Here we using TRAP #15 for performing I/O. (calling OS)
=> MOVE.L #4, D0
TRAP #15
The above 2 lines says that We are copying 4 to D0 register which is reading from console and calling OS by TRAP #15
=> MOVE.L D1, D4
CMP.L #0, D4
BEQ LAST
in these lines we are copying content of D1(MQUEST1 data which is M what we copied previously) to D4 register , after this instruction both registers had same information. Then CMP.L #0, D4 will do the comparison for 0 and D4 register. BEQ LAST will check whether branch on equal to zero or not , if equal then it will jump to LAST block of code
LAST: MOVE.L #1, D0
MOVEA.L #TERMMSG,A1
MOVE.L #MTERMMSG , D1
TRAP #15
END $1000
This LAST block of code will first copy 1 to D0 register . MOVEA.L instruction will move content from TERMMSG to destination A1 register which is previously assigned Block to TERMMSG as "THE END". Next The content from MTERMMSG will copy into D1 register which is 7 . Next WE are calling OS by TRAP #15. Next we are ending source file with address $1000. Compiler wont see the sourcefile instructions after END instruction.

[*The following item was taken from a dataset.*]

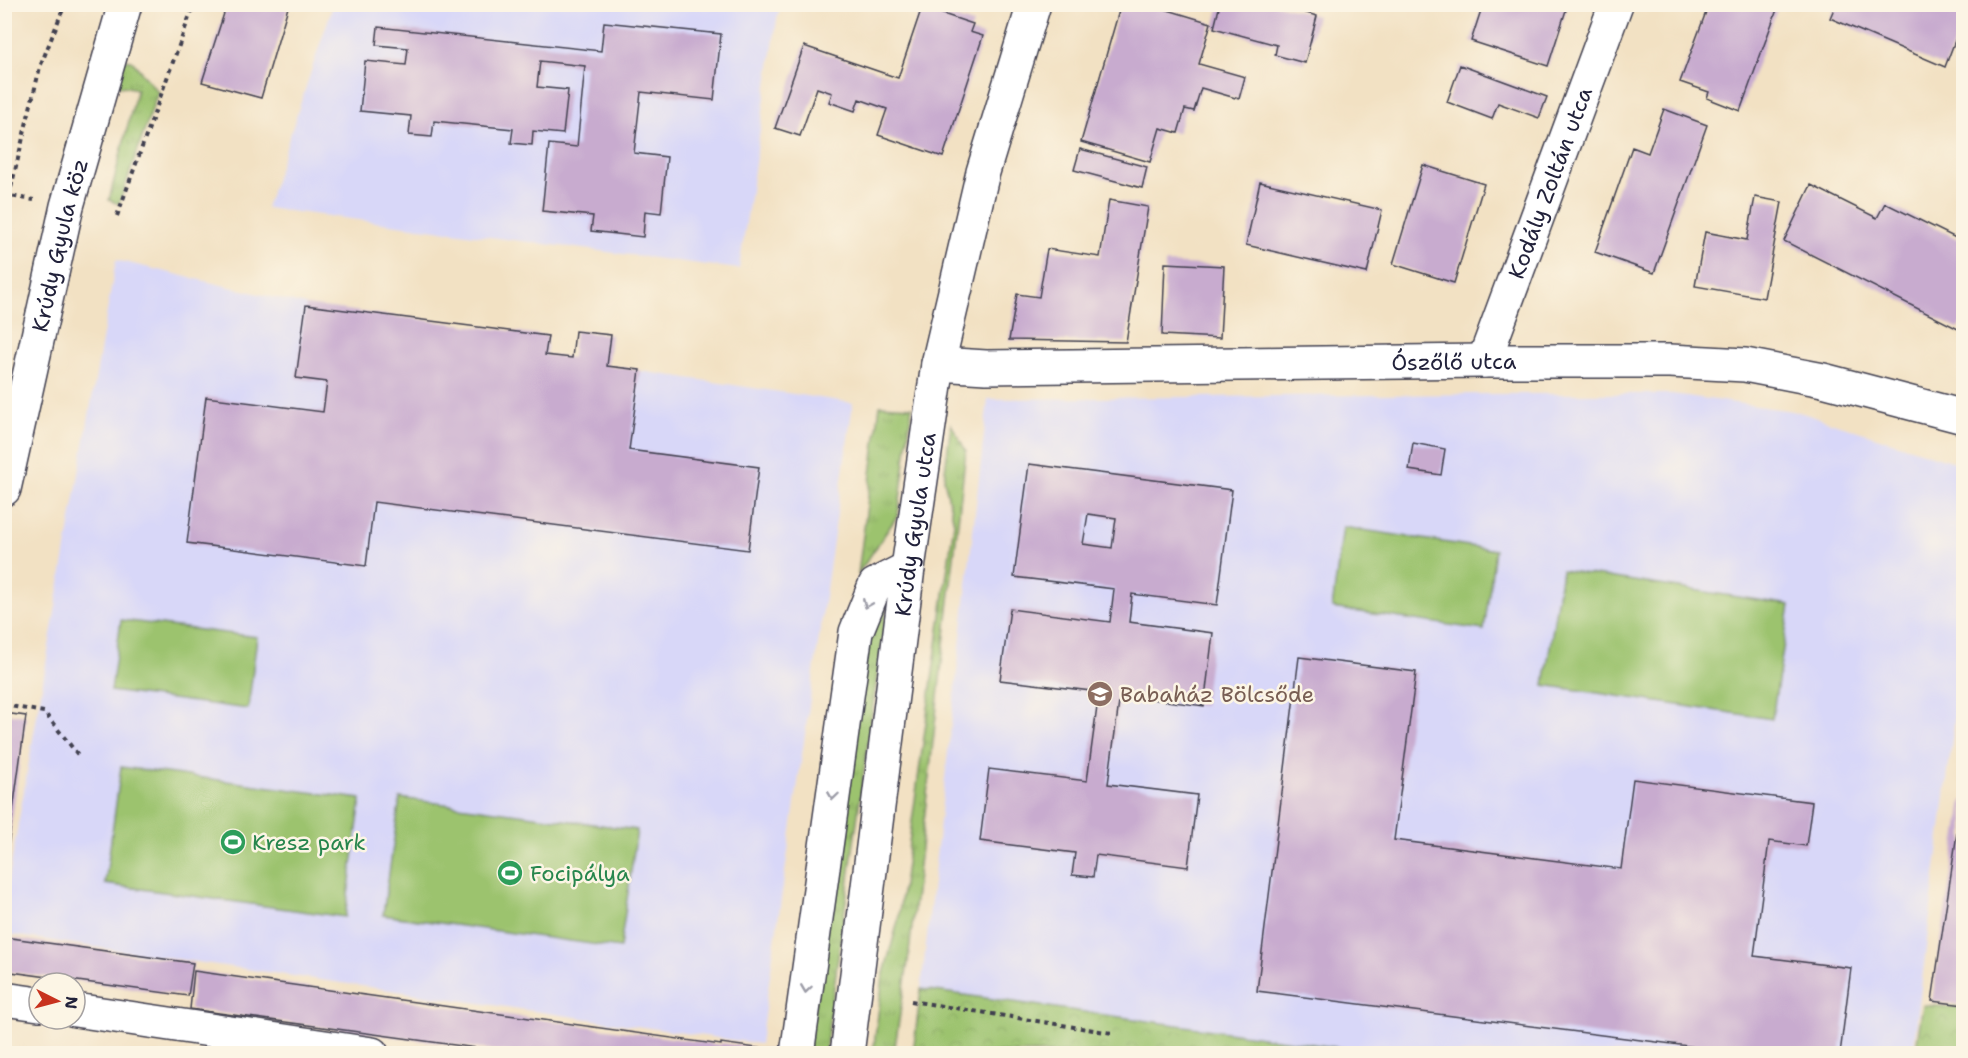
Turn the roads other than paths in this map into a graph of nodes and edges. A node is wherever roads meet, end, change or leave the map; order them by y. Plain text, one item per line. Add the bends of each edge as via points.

If before LAST , if BEQ is not zero then it will continue
Next we are setting TRAP for QUEST2
=> MOVE.L #1, D0
MOVE.L #QUEST2, A1
MOVE.L #MQUEST2, D1
TRAP #15
MOVE.L #4, D0
TRAP #15
MOVE.L D1,D5
BSR CALC
In this we are setting trap for QUEST 2. here 1 is moving to D0 register. By MOVE.L instruction the assembler produces a listing file which shows the source code alongside the the object code. MOVE.L #QUEST2, A1 will copy QUEST2 content(which is N) to A1 register , MOVE.L #MQUEST2, D1 will copy contents of MQUEST2 (which is 9) to D1 register. Next we calling OS. next we are moving 4 to D0 register and again calling OS by TRAP. NExt we are moving D1 content to D5 register which is copied from MQUEST2 previously. BSR CALC will be is used to call a procedure or a subroutine named CALC. Since it provides relative addressing.
CALC: MULU D4, D5
ADD.L #7, D5
RTS
We have QUEST1 result M is in D4 register and QUEST2 result N is in D5 register. MULU instruction will multiply the lower order bits of D5 content with D4 content and store the whole result in D5 register. next we are adding 7 to the D5 register content by ADD.L instruction. Then by RTS instruction the program counter is pulled from the stack and the previous value of the PC is lost. RTS is used to terminate a subroutine CALC.
After this the program will again do the instructions after BSR.
it will move 1 to D0 register again. By MOVE.L #ANSWR A1 will copy content ASNWR(Y(M,N)) to A1 register. By MOVE.L #MANSWR D1 will copy content MASNWR to D1 register. Then we are calling OS by TRAP instruction. next we are moving 3 to D0 register by MOVE.L #3 D0. Next we are copying D1 register content which is MASNWR to A1 register by by MOVE.L D1 A1 . Next we are copying D5 register content( which is result of multplication of lower order bits of D5 and D4 ) to D1 register by by MOVE.L D5 D1 . Next we are calling OS.
next we are moving LF content to D1 register by immediate addresing mode by MOVE.L #LF D1. and copying 6 to D0 calling OS. Next we are moving CR content to D1 and copying 6 to D0 and calling OS .
A BRA is an unconditional relative jump (or goto). You use a BRA instruction to write position independent code, because the destination address (branch target address) is specified with respect to the current value of the PC. A JMP instruction does not produce position independent code. by BRA LOOP we are repeating loop.